This year Eddie Redmayne, Cate Blanchett and Rooney Mara are joining the long list of actors and actresses who’ve received Oscar nominations for playing LGBT characters. Peter Finch was the first to be recognized by the Academy for his role as a gay doctor in the 1971 film Sunday Bloody Sunday and the groundbreaking nomination paved the way for dozens of thespians to receive nods for taking on gay, lesbian and transgender roles. Before the 88th annual Academy Awards take place on February 28th, here’s a look back at 10 standout performances that won our hearts and won Oscar gold.
William Hurt for Kiss of the Spider Woman (1985)
William Hurt was the first actor to win an Oscar for playing a gay character on the big screen. Hurt portrayed Luis Molina, an incarcerated gay man, in the 1985 film Kiss of the Spider Woman.
Tom Hanks for Philadelphia (1993)
Tom Hanks won his first Oscar for his heartbreaking portrayal of a lawyer who sues his former employers after they fire him for being HIV-positive. The film was one of the first mainstream movies to address HIV and homosexuality.
Hilary Swank for Boys Don’t Cry (1999)
Hilary Swank took home the Best Actress award for her portrayal of Brandon Teena, a transgender man who was beaten and murdered in the harrowing film, Boys Don’t Cry. Swank’s emotional win was a first for an actor portraying a transgender character.
Nicole Kidman for The Hours (2002)
Nicole Kidman won the Best Actress award for her portrayal of Virginia Woolf in Michael Cunningham’s The Hours. Though married to Leonard Woolf (as shown in the film), the tortured writer had a sexual relationship with acclaimed writer Vita Sackville-West in the late 1920s.
Charlize Theron for Monster (2003)
Charlize Theron de-glammed and earned her Best Actress statue for her disturbing portrayal of real-life prostitute-turned-serial killer Aileen Wuornos in Monster. Theron scored big with the precursor awards, winning trophies from the Golden Globes, Screen Actors Guild, National Society of Film Critics, Broadcast Film Critics Association, and Independent Spirit Awards.
Philip Seymour Hoffman for Capote (2005)
The late Philip Seymour Hoffman won his only Academy Award for his impressive performance in Bennett Miller’s film, Capote. The arguably historically sketchy concentrated on the gay author as he was researching his true-crime masterpiece, In Cold Blood. Unfortunately Hoffman’s triumphant win deprived Heath Ledger from a much-deserved win for his role in Brokeback Mountain.
Sean Penn for Milk (2008)
Sean Penn picked up the second Oscar of his career for his gripping portrayal of gay rights activist and politician Harvey Milk in the biographical film, Milk. That night Penn used his acceptance speech to call for equal rights for the LGBT community saying, “We’ve got to have equal rights for everyone.”

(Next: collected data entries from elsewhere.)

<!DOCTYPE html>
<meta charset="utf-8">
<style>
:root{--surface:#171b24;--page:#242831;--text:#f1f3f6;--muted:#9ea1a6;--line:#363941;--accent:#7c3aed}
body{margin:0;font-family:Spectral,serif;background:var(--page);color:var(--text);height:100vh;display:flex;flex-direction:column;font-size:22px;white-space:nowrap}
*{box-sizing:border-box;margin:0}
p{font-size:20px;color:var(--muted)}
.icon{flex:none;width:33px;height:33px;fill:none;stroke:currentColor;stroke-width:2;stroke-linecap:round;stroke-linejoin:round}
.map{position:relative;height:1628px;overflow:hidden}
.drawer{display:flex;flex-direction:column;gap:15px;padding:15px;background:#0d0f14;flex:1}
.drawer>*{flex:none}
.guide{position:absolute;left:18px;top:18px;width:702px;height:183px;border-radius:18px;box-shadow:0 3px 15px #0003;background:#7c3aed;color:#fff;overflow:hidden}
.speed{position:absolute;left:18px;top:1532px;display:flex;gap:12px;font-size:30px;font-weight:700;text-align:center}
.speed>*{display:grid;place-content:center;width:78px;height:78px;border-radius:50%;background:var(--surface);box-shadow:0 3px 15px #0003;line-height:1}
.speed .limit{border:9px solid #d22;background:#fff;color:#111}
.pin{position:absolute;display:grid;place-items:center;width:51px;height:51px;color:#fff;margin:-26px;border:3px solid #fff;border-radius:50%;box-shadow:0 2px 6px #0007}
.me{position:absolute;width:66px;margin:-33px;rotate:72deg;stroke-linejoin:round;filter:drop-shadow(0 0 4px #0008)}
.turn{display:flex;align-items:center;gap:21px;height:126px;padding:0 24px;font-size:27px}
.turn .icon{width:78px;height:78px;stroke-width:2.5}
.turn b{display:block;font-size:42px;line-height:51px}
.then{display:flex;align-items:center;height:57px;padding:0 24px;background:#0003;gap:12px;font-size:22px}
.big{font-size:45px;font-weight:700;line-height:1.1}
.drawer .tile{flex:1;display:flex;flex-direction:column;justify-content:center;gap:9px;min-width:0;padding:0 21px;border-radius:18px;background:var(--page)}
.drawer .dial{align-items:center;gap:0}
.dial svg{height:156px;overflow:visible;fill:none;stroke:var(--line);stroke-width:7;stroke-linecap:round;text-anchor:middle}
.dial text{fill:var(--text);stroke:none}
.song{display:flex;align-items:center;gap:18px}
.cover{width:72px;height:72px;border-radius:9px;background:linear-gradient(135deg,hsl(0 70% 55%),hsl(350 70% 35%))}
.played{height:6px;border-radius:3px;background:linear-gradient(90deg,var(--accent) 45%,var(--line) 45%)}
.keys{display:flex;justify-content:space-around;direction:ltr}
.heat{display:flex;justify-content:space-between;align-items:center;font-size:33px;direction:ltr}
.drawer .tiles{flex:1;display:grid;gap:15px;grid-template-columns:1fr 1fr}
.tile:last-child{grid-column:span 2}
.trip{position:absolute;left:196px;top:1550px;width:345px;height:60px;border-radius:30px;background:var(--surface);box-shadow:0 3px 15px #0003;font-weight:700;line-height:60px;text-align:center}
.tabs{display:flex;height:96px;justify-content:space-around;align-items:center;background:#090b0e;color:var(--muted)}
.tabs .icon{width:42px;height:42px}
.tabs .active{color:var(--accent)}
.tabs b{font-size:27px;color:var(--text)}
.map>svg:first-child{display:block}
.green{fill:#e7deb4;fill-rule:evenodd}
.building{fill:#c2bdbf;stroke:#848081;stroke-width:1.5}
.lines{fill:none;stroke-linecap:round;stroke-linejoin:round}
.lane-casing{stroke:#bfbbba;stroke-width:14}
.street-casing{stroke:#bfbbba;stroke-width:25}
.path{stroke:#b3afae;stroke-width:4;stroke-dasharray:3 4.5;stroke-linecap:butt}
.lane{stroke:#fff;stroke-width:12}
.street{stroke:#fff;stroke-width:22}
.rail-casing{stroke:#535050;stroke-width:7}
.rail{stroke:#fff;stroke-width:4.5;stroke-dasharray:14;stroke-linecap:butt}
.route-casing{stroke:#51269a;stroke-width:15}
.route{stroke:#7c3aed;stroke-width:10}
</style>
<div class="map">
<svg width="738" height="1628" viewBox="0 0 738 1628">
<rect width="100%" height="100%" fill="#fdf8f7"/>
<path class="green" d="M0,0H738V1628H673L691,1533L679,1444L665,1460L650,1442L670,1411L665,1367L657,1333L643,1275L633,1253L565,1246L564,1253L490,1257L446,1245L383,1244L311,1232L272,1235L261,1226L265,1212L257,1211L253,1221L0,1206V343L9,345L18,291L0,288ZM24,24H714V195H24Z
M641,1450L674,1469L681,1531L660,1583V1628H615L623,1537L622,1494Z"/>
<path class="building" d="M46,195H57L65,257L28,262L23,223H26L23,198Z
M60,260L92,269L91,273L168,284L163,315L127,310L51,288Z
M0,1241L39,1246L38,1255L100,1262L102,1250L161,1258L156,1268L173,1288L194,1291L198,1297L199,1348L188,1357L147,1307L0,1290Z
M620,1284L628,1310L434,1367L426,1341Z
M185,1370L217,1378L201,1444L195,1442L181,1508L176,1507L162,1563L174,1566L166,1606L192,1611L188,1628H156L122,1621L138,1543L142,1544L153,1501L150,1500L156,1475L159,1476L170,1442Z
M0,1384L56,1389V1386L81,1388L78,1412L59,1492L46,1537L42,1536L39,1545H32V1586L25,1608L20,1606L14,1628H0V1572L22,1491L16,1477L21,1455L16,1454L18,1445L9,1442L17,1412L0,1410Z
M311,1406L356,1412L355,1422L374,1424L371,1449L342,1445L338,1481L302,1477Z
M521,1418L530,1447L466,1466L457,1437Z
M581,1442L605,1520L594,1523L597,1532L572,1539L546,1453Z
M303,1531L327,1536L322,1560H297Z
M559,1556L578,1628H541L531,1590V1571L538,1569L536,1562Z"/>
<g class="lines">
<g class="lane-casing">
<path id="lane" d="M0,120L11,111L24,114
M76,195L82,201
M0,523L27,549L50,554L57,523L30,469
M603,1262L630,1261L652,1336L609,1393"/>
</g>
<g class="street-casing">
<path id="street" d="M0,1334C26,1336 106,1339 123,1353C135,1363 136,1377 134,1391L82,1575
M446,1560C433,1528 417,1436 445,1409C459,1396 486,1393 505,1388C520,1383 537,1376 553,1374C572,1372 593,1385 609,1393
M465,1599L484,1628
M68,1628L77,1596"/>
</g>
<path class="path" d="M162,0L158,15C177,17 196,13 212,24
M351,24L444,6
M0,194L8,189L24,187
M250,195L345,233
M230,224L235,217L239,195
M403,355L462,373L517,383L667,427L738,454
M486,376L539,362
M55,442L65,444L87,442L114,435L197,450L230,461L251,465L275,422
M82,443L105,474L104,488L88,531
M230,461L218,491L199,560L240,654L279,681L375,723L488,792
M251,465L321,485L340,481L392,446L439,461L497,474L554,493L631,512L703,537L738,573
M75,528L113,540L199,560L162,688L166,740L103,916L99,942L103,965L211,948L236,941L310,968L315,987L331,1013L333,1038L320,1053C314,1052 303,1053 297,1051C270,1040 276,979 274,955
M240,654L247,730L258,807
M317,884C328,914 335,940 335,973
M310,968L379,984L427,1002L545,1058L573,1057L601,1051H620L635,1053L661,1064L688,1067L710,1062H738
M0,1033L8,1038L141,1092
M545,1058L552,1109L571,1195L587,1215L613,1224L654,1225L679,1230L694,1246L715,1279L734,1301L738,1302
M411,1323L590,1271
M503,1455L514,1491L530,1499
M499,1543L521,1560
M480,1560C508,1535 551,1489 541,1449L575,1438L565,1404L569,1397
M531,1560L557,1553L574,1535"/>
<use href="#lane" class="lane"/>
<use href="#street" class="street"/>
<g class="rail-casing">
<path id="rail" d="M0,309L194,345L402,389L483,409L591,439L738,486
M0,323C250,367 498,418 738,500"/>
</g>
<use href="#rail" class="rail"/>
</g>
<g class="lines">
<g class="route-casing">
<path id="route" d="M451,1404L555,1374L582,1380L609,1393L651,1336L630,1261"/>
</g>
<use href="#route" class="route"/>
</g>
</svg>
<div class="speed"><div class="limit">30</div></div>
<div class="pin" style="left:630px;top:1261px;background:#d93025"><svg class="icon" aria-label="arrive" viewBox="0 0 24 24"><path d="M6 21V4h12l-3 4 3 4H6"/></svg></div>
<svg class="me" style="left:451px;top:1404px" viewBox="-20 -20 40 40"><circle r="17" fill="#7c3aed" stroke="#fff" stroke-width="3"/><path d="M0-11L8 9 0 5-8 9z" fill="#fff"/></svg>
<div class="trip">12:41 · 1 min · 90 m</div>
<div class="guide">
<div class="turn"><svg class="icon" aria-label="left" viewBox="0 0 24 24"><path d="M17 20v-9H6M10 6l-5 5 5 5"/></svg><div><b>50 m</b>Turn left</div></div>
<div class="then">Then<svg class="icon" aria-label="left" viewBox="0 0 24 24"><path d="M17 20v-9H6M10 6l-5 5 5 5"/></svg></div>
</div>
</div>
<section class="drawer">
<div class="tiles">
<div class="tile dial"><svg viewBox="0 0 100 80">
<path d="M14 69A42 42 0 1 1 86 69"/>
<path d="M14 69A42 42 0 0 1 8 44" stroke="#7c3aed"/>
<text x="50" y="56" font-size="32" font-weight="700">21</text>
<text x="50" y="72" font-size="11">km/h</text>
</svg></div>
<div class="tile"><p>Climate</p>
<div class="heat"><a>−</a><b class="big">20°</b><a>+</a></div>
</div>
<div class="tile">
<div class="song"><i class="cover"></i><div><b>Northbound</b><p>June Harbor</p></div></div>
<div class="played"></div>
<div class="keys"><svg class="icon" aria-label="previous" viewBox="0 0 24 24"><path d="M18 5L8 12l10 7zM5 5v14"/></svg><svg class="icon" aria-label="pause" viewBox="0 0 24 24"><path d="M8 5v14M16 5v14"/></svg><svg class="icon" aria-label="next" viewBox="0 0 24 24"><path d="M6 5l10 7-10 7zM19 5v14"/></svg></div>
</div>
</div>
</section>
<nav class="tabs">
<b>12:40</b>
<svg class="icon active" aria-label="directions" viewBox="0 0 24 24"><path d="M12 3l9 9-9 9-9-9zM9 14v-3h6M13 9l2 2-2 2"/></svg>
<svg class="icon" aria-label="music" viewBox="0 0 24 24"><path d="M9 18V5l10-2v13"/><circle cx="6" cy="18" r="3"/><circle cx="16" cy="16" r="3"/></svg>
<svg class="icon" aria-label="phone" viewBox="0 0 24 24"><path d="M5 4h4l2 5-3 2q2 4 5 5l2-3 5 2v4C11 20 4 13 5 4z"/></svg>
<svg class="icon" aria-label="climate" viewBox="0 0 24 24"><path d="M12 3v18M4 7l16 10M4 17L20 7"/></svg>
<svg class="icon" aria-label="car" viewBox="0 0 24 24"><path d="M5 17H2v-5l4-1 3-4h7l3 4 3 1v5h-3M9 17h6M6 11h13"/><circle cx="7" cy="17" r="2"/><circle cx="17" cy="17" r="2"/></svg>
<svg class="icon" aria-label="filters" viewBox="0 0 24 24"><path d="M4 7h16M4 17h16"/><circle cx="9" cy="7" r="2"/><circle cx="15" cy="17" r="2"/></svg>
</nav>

Penélope Cruz for Vicky Cristina Barcelona (2008)
Penélope Cruz scored the Best Supporting Actress award for her role in Woody Allen’s Vicky Cristina Barcelona. In the film Cruz portrays Maria Elena, a woman who has a polyamorous relationship with Cristina, played by Scarlett Johansson and Juan Antonio, played by Javier Bardem.
Christopher Plummer for Beginners (2010)
Christopher Plummer was awarded the Best Supporting Actor statue for his portrayal of a gay senior in the film, Beginners. The story of a man who comes out late in life after the death of his wife is based on the experiences of writer and director Mike Mills, whose own father came out at age 75.
Jared Leto for Dallas Buyers Club (2013)
Jared Leto won accolades and picked up the Oscar for Best Supporting Actor for his performance of Rayon, a transgender woman with HIV in Dallas Buyers Club. Leto’s character memorably joins forces with Matthew McConaughey’s character to bring lifesaving drugs to Texas during the early days of the AIDS epidemic.